Começa [o ensaio de Silviano Santiago publicado em 1978] que ataca a visão fragmentária da obra machadiana, reivindicando que há unidade profunda, estrutural, que ele não identifica no artigo, mas intui existir; depois, considera o romance não um estudo sobre a traição, mas sobre o ciume, motivo por que estavam errados os críticos em sua maioria, até ali, ao buscarem no livro a verdade sobre Capitu, quando a verdade a ser buscada se refere a dom Casmurro.

Nessa linha de mudança de foco trazida por Silviano Santiago (apud LAF) aproveito para evocar uma passagem que poderia estar indicando a inocência de Capitu, pelo menos relacionada ao envolvimento com Escobar. Agora cito o próprio Machado de Assis na página 320: Escobar "[c]hegou a falar da hipótese de casar o pequeno [Ezequiel] com a filha [Capitolina]." Ora, será que ela poderia imaginar esse casamento se suspeitasse que Ezequiel fosse seu filho." Dica do autor, claro, registrada pelo narrador Bento, que Escobar não poderia ser pai de Ezequiel. Daqui faço um pré-sussurro: pode ser que Bentinho estivesse ficando cada vez mais pirado, tangido pelo ciúme de Capitu e inveja de Escobar. Mas tem mais: naquele tempo não se falava em swing, ou no quatrilho, de José Clemente Pozenato (Teresa, Pierina, Ângelo e Massimo): Bento e Sancha, como ando sugerindo no bar do bairro e, claro, por quê claro?, Capitu e Escobar.
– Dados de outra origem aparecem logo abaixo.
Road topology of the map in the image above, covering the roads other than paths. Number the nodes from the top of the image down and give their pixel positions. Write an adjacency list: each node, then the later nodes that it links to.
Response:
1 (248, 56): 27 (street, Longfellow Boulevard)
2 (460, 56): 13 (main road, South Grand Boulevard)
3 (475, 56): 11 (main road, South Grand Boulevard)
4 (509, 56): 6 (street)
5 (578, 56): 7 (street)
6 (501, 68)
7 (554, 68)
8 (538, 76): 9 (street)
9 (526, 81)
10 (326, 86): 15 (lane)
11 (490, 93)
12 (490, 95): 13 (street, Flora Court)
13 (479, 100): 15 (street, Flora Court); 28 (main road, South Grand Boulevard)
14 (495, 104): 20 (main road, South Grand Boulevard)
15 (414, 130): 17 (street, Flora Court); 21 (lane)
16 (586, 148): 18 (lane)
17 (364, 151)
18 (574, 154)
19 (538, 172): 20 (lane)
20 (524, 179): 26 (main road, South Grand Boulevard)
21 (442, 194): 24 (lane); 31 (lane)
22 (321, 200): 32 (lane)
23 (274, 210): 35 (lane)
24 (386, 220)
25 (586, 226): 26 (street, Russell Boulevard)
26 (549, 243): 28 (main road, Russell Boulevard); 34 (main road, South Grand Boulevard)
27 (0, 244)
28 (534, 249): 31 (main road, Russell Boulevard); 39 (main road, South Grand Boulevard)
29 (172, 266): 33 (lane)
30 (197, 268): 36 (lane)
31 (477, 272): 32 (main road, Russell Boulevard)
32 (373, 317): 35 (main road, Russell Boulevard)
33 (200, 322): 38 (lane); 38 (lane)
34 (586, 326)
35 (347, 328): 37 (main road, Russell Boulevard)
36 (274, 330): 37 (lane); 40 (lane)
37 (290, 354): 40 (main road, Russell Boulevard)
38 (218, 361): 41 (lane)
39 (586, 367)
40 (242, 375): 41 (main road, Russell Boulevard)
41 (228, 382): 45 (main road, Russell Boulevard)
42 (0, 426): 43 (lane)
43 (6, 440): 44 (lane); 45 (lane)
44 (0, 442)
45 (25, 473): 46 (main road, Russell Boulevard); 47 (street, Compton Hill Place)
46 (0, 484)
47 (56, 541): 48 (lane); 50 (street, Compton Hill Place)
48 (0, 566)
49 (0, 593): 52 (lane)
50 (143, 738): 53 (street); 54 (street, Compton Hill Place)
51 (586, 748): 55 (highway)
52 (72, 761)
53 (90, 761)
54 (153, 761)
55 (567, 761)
Tá aqui o sussurro: vemos duas hipóteses explicativas da trama (a terceira é, como sabemos, o ciúme: a traição (agora de Bentinho com Sancha) e a inveja de Bentinho relativa aos dotes másculos de Escobar:

   Tudo se precipita, em momento magistral do romance, quando em sequência rápida recebemos notícia de que os dois casais, reunidos na casa de Escobar e Sancha, fazem planos para viajar juntos à Europa, e logo Escobar saindo de perto, se desenha uma surpreendente cena de discreto erotismo entre Bento e Sancha, claro que sempre segundo a visão dele, que afinal nos conta a história, transcorrido em um diálogo de olhos - sempre eles [olhos de cigana, oblíqua e dissimulada, etc... DdAB]; Escobar reaparece para bravatear que o mar, vigoroso como está (eles enxergam de casa), é que vale a pena ser enfrentado por um nadador forte como ele, que mostra seus braços fortes, que Bento apalpa, invejoso, enquanto pensa nos braços de Sancha. A trama emocional e erótica não é nada linear, como se vê; o narrador chega a falar 'um instante de vertigem e pecado'.

Então, paixão, sedição, inveja. E aquele "tudo se precipita" tem a ver com o exibicionismo de Escobar, talvez a covardia de Bento em não ir para o banho de mar bravio. E também vinda de Bentinho, a inveja dos braços fortes do amigo, precipita-se também a sedição à amizade, com o desejo de Bentinho pelos braços de Escobar e projetados pelo primeiro, sobre os de Sancha.